_Input_
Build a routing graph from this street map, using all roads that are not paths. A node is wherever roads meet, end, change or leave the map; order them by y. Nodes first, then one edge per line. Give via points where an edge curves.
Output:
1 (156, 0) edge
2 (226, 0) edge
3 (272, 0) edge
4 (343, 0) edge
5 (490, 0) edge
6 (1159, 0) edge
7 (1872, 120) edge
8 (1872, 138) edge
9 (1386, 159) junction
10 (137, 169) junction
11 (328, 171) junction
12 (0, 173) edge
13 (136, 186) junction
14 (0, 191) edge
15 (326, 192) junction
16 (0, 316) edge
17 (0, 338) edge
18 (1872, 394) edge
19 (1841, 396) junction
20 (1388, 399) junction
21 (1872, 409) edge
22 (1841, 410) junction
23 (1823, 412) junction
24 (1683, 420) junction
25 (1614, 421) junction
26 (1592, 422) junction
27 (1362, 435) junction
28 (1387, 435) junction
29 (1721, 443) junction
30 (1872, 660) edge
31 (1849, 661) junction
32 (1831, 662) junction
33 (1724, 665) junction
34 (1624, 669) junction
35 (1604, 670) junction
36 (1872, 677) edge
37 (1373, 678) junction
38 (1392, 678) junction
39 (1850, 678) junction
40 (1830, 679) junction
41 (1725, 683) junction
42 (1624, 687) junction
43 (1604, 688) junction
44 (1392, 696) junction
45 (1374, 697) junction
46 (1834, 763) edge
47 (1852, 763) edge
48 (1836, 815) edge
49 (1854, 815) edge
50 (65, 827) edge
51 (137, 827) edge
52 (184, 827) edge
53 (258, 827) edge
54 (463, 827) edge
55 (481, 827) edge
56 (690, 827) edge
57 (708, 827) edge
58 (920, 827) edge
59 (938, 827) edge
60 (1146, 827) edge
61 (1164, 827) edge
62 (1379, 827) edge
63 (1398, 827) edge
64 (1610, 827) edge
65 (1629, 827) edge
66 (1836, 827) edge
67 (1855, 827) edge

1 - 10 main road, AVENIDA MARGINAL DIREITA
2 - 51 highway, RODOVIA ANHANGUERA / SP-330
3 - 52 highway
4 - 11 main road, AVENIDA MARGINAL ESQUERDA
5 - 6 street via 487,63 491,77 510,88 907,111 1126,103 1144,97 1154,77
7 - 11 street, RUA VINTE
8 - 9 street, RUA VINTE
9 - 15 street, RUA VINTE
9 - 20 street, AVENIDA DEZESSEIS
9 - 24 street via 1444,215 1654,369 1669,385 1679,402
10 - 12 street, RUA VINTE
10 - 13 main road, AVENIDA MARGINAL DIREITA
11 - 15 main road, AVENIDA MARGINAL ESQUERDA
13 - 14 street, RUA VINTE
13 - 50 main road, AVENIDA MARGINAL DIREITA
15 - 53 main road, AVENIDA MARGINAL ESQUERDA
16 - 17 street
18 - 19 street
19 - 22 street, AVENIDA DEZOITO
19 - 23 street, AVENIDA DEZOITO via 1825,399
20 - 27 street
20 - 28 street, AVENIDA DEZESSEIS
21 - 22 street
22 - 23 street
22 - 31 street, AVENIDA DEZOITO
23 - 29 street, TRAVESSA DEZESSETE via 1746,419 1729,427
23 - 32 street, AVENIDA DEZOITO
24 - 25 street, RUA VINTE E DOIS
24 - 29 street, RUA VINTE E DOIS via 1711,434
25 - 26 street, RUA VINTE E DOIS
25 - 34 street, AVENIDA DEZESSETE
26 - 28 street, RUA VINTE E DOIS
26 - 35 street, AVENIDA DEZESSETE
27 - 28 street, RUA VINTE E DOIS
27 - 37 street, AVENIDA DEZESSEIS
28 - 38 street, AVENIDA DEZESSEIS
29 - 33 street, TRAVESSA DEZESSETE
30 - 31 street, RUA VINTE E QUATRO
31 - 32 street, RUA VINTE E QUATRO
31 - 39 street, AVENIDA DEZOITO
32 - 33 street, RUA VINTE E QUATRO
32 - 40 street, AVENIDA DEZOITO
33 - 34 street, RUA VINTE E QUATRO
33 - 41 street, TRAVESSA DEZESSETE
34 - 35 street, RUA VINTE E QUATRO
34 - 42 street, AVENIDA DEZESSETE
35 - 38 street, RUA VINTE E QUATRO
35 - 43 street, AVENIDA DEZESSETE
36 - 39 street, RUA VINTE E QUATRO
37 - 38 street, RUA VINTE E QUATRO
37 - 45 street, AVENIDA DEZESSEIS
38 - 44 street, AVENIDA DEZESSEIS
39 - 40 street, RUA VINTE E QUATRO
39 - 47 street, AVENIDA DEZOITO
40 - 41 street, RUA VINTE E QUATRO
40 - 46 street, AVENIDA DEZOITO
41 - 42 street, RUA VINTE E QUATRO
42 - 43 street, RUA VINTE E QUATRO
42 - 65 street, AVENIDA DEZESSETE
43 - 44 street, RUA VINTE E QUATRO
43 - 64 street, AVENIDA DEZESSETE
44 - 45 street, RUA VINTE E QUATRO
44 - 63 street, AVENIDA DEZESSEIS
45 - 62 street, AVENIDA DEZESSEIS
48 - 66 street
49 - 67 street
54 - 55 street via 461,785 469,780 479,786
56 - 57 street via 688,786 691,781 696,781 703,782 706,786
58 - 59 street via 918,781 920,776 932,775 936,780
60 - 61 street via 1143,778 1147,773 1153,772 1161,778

_What you are asked to do_
Give the material above back in full, exactly as written.

_Written response_
Build a routing graph from this street map, using all roads that are not paths. A node is wherever roads meet, end, change or leave the map; order them by y. Nodes first, then one edge per line. Give via points where an edge curves.
Output:
1 (156, 0) edge
2 (226, 0) edge
3 (272, 0) edge
4 (343, 0) edge
5 (490, 0) edge
6 (1159, 0) edge
7 (1872, 120) edge
8 (1872, 138) edge
9 (1386, 159) junction
10 (137, 169) junction
11 (328, 171) junction
12 (0, 173) edge
13 (136, 186) junction
14 (0, 191) edge
15 (326, 192) junction
16 (0, 316) edge
17 (0, 338) edge
18 (1872, 394) edge
19 (1841, 396) junction
20 (1388, 399) junction
21 (1872, 409) edge
22 (1841, 410) junction
23 (1823, 412) junction
24 (1683, 420) junction
25 (1614, 421) junction
26 (1592, 422) junction
27 (1362, 435) junction
28 (1387, 435) junction
29 (1721, 443) junction
30 (1872, 660) edge
31 (1849, 661) junction
32 (1831, 662) junction
33 (1724, 665) junction
34 (1624, 669) junction
35 (1604, 670) junction
36 (1872, 677) edge
37 (1373, 678) junction
38 (1392, 678) junction
39 (1850, 678) junction
40 (1830, 679) junction
41 (1725, 683) junction
42 (1624, 687) junction
43 (1604, 688) junction
44 (1392, 696) junction
45 (1374, 697) junction
46 (1834, 763) edge
47 (1852, 763) edge
48 (1836, 815) edge
49 (1854, 815) edge
50 (65, 827) edge
51 (137, 827) edge
52 (184, 827) edge
53 (258, 827) edge
54 (463, 827) edge
55 (481, 827) edge
56 (690, 827) edge
57 (708, 827) edge
58 (920, 827) edge
59 (938, 827) edge
60 (1146, 827) edge
61 (1164, 827) edge
62 (1379, 827) edge
63 (1398, 827) edge
64 (1610, 827) edge
65 (1629, 827) edge
66 (1836, 827) edge
67 (1855, 827) edge

1 - 10 main road, AVENIDA MARGINAL DIREITA
2 - 51 highway, RODOVIA ANHANGUERA / SP-330
3 - 52 highway
4 - 11 main road, AVENIDA MARGINAL ESQUERDA
5 - 6 street via 487,63 491,77 510,88 907,111 1126,103 1144,97 1154,77
7 - 11 street, RUA VINTE
8 - 9 street, RUA VINTE
9 - 15 street, RUA VINTE
9 - 20 street, AVENIDA DEZESSEIS
9 - 24 street via 1444,215 1654,369 1669,385 1679,402
10 - 12 street, RUA VINTE
10 - 13 main road, AVENIDA MARGINAL DIREITA
11 - 15 main road, AVENIDA MARGINAL ESQUERDA
13 - 14 street, RUA VINTE
13 - 50 main road, AVENIDA MARGINAL DIREITA
15 - 53 main road, AVENIDA MARGINAL ESQUERDA
16 - 17 street
18 - 19 street
19 - 22 street, AVENIDA DEZOITO
19 - 23 street, AVENIDA DEZOITO via 1825,399
20 - 27 street
20 - 28 street, AVENIDA DEZESSEIS
21 - 22 street
22 - 23 street
22 - 31 street, AVENIDA DEZOITO
23 - 29 street, TRAVESSA DEZESSETE via 1746,419 1729,427
23 - 32 street, AVENIDA DEZOITO
24 - 25 street, RUA VINTE E DOIS
24 - 29 street, RUA VINTE E DOIS via 1711,434
25 - 26 street, RUA VINTE E DOIS
25 - 34 street, AVENIDA DEZESSETE
26 - 28 street, RUA VINTE E DOIS
26 - 35 street, AVENIDA DEZESSETE
27 - 28 street, RUA VINTE E DOIS
27 - 37 street, AVENIDA DEZESSEIS
28 - 38 street, AVENIDA DEZESSEIS
29 - 33 street, TRAVESSA DEZESSETE
30 - 31 street, RUA VINTE E QUATRO
31 - 32 street, RUA VINTE E QUATRO
31 - 39 street, AVENIDA DEZOITO
32 - 33 street, RUA VINTE E QUATRO
32 - 40 street, AVENIDA DEZOITO
33 - 34 street, RUA VINTE E QUATRO
33 - 41 street, TRAVESSA DEZESSETE
34 - 35 street, RUA VINTE E QUATRO
34 - 42 street, AVENIDA DEZESSETE
35 - 38 street, RUA VINTE E QUATRO
35 - 43 street, AVENIDA DEZESSETE
36 - 39 street, RUA VINTE E QUATRO
37 - 38 street, RUA VINTE E QUATRO
37 - 45 street, AVENIDA DEZESSEIS
38 - 44 street, AVENIDA DEZESSEIS
39 - 40 street, RUA VINTE E QUATRO
39 - 47 street, AVENIDA DEZOITO
40 - 41 street, RUA VINTE E QUATRO
40 - 46 street, AVENIDA DEZOITO
41 - 42 street, RUA VINTE E QUATRO
42 - 43 street, RUA VINTE E QUATRO
42 - 65 street, AVENIDA DEZESSETE
43 - 44 street, RUA VINTE E QUATRO
43 - 64 street, AVENIDA DEZESSETE
44 - 45 street, RUA VINTE E QUATRO
44 - 63 street, AVENIDA DEZESSEIS
45 - 62 street, AVENIDA DEZESSEIS
48 - 66 street
49 - 67 street
54 - 55 street via 461,785 469,780 479,786
56 - 57 street via 688,786 691,781 696,781 703,782 706,786
58 - 59 street via 918,781 920,776 932,775 936,780
60 - 61 street via 1143,778 1147,773 1153,772 1161,778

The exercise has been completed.